* [Your objective] Search the records for the string "Charles". Copy each line where it occurs.

* [Record set]
---*---
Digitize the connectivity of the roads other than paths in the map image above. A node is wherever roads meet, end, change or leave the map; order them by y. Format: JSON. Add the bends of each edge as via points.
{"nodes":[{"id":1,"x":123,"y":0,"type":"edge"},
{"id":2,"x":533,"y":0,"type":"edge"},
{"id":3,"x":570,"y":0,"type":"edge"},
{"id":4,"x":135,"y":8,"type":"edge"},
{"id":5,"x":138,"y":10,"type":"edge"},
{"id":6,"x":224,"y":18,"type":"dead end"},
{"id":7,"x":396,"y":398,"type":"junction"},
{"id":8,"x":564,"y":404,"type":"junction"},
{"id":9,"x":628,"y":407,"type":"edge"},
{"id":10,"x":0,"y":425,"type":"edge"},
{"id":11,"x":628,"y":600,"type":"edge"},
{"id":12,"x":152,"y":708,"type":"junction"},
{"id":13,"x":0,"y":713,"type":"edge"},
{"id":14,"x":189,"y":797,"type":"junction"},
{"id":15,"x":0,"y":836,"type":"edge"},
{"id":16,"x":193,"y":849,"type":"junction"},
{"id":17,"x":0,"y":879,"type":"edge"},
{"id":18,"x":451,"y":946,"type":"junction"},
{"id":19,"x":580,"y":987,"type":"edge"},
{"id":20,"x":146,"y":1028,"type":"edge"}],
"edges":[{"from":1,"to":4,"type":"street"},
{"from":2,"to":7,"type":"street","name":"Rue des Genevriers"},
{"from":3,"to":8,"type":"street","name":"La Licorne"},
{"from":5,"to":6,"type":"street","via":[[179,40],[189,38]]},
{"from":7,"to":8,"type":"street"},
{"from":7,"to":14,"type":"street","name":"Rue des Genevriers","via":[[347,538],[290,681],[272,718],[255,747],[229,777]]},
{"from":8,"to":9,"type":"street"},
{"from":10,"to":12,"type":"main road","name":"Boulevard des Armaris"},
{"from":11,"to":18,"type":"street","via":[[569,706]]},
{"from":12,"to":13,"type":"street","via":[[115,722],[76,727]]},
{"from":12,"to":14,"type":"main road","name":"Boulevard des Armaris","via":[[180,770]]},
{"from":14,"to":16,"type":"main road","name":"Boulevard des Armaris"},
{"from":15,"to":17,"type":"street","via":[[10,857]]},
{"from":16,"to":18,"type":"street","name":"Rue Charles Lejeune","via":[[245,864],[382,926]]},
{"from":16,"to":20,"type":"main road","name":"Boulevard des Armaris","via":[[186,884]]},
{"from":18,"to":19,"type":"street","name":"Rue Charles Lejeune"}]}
---*---
* [Answer to the exercise]
{"from":16,"to":18,"type":"street","name":"Rue Charles Lejeune","via":[[245,864],[382,926]]},
{"from":18,"to":19,"type":"street","name":"Rue Charles Lejeune"}]}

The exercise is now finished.